§ What to do
Start to finish, write out the entries exactly, leaving the pictures aside.

§ Data under study
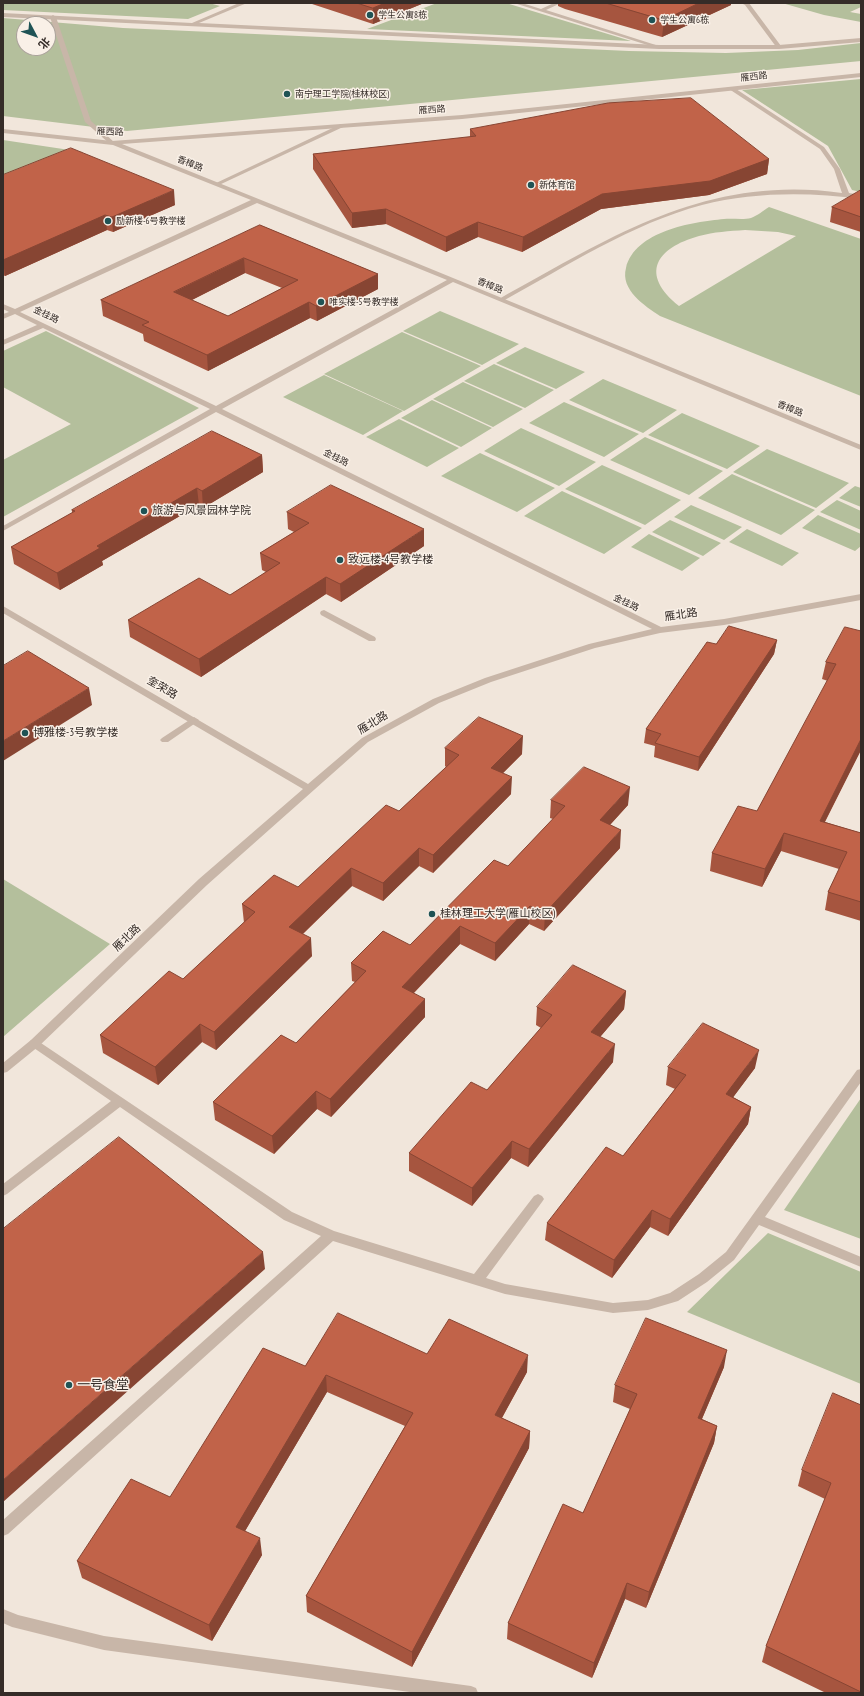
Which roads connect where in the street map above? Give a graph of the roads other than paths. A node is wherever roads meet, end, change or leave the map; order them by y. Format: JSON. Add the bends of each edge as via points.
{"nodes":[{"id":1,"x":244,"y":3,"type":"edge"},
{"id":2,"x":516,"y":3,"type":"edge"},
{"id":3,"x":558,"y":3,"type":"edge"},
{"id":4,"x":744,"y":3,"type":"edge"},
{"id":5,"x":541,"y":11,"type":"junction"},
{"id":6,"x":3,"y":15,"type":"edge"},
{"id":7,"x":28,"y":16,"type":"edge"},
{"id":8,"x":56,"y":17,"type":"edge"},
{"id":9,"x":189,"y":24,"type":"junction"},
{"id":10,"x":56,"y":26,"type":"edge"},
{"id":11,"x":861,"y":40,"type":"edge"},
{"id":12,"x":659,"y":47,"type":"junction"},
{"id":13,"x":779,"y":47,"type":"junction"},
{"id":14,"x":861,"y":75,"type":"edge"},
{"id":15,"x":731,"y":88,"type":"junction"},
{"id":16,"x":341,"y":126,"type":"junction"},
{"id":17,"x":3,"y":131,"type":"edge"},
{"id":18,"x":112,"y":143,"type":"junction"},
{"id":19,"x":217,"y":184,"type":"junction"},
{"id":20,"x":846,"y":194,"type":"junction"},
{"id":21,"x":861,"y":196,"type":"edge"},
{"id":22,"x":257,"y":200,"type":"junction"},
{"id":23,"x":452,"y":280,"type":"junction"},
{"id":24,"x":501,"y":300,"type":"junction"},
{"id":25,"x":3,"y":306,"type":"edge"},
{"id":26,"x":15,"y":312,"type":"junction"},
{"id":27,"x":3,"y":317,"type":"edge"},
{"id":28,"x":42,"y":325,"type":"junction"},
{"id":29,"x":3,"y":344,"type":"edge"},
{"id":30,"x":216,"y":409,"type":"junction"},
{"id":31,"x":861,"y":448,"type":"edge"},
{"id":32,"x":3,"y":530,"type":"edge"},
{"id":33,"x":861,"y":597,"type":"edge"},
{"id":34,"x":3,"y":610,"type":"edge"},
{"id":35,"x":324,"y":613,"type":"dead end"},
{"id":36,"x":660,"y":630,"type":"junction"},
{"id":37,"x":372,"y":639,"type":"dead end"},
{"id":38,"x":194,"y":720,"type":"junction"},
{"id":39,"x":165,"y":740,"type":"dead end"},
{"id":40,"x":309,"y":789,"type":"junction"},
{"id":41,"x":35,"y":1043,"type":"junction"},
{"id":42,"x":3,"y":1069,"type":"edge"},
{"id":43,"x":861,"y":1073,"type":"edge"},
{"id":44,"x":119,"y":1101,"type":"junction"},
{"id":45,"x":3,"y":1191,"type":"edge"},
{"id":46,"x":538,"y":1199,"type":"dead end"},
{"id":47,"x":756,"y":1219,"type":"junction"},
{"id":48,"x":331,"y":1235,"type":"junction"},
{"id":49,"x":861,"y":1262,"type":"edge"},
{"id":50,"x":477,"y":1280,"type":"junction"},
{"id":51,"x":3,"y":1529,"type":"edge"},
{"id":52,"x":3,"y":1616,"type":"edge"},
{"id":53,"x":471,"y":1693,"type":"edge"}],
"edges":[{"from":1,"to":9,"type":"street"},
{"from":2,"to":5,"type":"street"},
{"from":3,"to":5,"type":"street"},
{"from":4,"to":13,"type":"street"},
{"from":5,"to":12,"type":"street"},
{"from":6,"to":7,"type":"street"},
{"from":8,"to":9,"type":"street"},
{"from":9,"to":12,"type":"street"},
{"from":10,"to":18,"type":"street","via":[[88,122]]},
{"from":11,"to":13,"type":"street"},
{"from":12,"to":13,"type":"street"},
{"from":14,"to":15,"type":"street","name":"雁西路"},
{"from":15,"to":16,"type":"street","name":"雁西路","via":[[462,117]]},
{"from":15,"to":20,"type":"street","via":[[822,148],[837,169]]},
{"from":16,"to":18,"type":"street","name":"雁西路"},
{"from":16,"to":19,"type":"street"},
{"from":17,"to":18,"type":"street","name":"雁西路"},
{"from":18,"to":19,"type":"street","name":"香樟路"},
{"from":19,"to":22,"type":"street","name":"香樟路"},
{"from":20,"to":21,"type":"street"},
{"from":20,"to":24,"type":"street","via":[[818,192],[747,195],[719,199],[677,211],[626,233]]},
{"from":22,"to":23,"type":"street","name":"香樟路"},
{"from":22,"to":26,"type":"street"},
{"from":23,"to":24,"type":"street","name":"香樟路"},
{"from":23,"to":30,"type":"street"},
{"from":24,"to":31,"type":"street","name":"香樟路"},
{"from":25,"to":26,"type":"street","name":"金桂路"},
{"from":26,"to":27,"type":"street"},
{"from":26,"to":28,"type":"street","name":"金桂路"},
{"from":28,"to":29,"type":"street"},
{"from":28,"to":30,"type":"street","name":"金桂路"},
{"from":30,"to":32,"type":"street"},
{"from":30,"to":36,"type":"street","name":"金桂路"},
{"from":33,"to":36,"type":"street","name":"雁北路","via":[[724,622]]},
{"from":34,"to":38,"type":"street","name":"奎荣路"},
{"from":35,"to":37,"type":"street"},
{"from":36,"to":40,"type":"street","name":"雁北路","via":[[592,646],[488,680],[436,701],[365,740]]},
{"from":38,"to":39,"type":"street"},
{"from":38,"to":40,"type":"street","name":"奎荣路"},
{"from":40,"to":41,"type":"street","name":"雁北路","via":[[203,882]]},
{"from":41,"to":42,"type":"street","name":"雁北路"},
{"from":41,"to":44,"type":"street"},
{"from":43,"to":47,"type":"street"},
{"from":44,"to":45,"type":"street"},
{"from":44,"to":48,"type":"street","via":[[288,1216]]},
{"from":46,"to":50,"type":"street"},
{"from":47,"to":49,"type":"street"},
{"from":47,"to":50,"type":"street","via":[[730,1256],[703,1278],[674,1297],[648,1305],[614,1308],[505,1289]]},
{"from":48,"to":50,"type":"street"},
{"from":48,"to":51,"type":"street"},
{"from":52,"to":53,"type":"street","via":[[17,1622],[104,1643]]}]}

§ Written response
Which roads connect where in the street map above? Give a graph of the roads other than paths. A node is wherever roads meet, end, change or leave the map; order them by y. Format: JSON. Add the bends of each edge as via points.
{"nodes":[{"id":1,"x":244,"y":3,"type":"edge"},
{"id":2,"x":516,"y":3,"type":"edge"},
{"id":3,"x":558,"y":3,"type":"edge"},
{"id":4,"x":744,"y":3,"type":"edge"},
{"id":5,"x":541,"y":11,"type":"junction"},
{"id":6,"x":3,"y":15,"type":"edge"},
{"id":7,"x":28,"y":16,"type":"edge"},
{"id":8,"x":56,"y":17,"type":"edge"},
{"id":9,"x":189,"y":24,"type":"junction"},
{"id":10,"x":56,"y":26,"type":"edge"},
{"id":11,"x":861,"y":40,"type":"edge"},
{"id":12,"x":659,"y":47,"type":"junction"},
{"id":13,"x":779,"y":47,"type":"junction"},
{"id":14,"x":861,"y":75,"type":"edge"},
{"id":15,"x":731,"y":88,"type":"junction"},
{"id":16,"x":341,"y":126,"type":"junction"},
{"id":17,"x":3,"y":131,"type":"edge"},
{"id":18,"x":112,"y":143,"type":"junction"},
{"id":19,"x":217,"y":184,"type":"junction"},
{"id":20,"x":846,"y":194,"type":"junction"},
{"id":21,"x":861,"y":196,"type":"edge"},
{"id":22,"x":257,"y":200,"type":"junction"},
{"id":23,"x":452,"y":280,"type":"junction"},
{"id":24,"x":501,"y":300,"type":"junction"},
{"id":25,"x":3,"y":306,"type":"edge"},
{"id":26,"x":15,"y":312,"type":"junction"},
{"id":27,"x":3,"y":317,"type":"edge"},
{"id":28,"x":42,"y":325,"type":"junction"},
{"id":29,"x":3,"y":344,"type":"edge"},
{"id":30,"x":216,"y":409,"type":"junction"},
{"id":31,"x":861,"y":448,"type":"edge"},
{"id":32,"x":3,"y":530,"type":"edge"},
{"id":33,"x":861,"y":597,"type":"edge"},
{"id":34,"x":3,"y":610,"type":"edge"},
{"id":35,"x":324,"y":613,"type":"dead end"},
{"id":36,"x":660,"y":630,"type":"junction"},
{"id":37,"x":372,"y":639,"type":"dead end"},
{"id":38,"x":194,"y":720,"type":"junction"},
{"id":39,"x":165,"y":740,"type":"dead end"},
{"id":40,"x":309,"y":789,"type":"junction"},
{"id":41,"x":35,"y":1043,"type":"junction"},
{"id":42,"x":3,"y":1069,"type":"edge"},
{"id":43,"x":861,"y":1073,"type":"edge"},
{"id":44,"x":119,"y":1101,"type":"junction"},
{"id":45,"x":3,"y":1191,"type":"edge"},
{"id":46,"x":538,"y":1199,"type":"dead end"},
{"id":47,"x":756,"y":1219,"type":"junction"},
{"id":48,"x":331,"y":1235,"type":"junction"},
{"id":49,"x":861,"y":1262,"type":"edge"},
{"id":50,"x":477,"y":1280,"type":"junction"},
{"id":51,"x":3,"y":1529,"type":"edge"},
{"id":52,"x":3,"y":1616,"type":"edge"},
{"id":53,"x":471,"y":1693,"type":"edge"}],
"edges":[{"from":1,"to":9,"type":"street"},
{"from":2,"to":5,"type":"street"},
{"from":3,"to":5,"type":"street"},
{"from":4,"to":13,"type":"street"},
{"from":5,"to":12,"type":"street"},
{"from":6,"to":7,"type":"street"},
{"from":8,"to":9,"type":"street"},
{"from":9,"to":12,"type":"street"},
{"from":10,"to":18,"type":"street","via":[[88,122]]},
{"from":11,"to":13,"type":"street"},
{"from":12,"to":13,"type":"street"},
{"from":14,"to":15,"type":"street","name":"雁西路"},
{"from":15,"to":16,"type":"street","name":"雁西路","via":[[462,117]]},
{"from":15,"to":20,"type":"street","via":[[822,148],[837,169]]},
{"from":16,"to":18,"type":"street","name":"雁西路"},
{"from":16,"to":19,"type":"street"},
{"from":17,"to":18,"type":"street","name":"雁西路"},
{"from":18,"to":19,"type":"street","name":"香樟路"},
{"from":19,"to":22,"type":"street","name":"香樟路"},
{"from":20,"to":21,"type":"street"},
{"from":20,"to":24,"type":"street","via":[[818,192],[747,195],[719,199],[677,211],[626,233]]},
{"from":22,"to":23,"type":"street","name":"香樟路"},
{"from":22,"to":26,"type":"street"},
{"from":23,"to":24,"type":"street","name":"香樟路"},
{"from":23,"to":30,"type":"street"},
{"from":24,"to":31,"type":"street","name":"香樟路"},
{"from":25,"to":26,"type":"street","name":"金桂路"},
{"from":26,"to":27,"type":"street"},
{"from":26,"to":28,"type":"street","name":"金桂路"},
{"from":28,"to":29,"type":"street"},
{"from":28,"to":30,"type":"street","name":"金桂路"},
{"from":30,"to":32,"type":"street"},
{"from":30,"to":36,"type":"street","name":"金桂路"},
{"from":33,"to":36,"type":"street","name":"雁北路","via":[[724,622]]},
{"from":34,"to":38,"type":"street","name":"奎荣路"},
{"from":35,"to":37,"type":"street"},
{"from":36,"to":40,"type":"street","name":"雁北路","via":[[592,646],[488,680],[436,701],[365,740]]},
{"from":38,"to":39,"type":"street"},
{"from":38,"to":40,"type":"street","name":"奎荣路"},
{"from":40,"to":41,"type":"street","name":"雁北路","via":[[203,882]]},
{"from":41,"to":42,"type":"street","name":"雁北路"},
{"from":41,"to":44,"type":"street"},
{"from":43,"to":47,"type":"street"},
{"from":44,"to":45,"type":"street"},
{"from":44,"to":48,"type":"street","via":[[288,1216]]},
{"from":46,"to":50,"type":"street"},
{"from":47,"to":49,"type":"street"},
{"from":47,"to":50,"type":"street","via":[[730,1256],[703,1278],[674,1297],[648,1305],[614,1308],[505,1289]]},
{"from":48,"to":50,"type":"street"},
{"from":48,"to":51,"type":"street"},
{"from":52,"to":53,"type":"street","via":[[17,1622],[104,1643]]}]}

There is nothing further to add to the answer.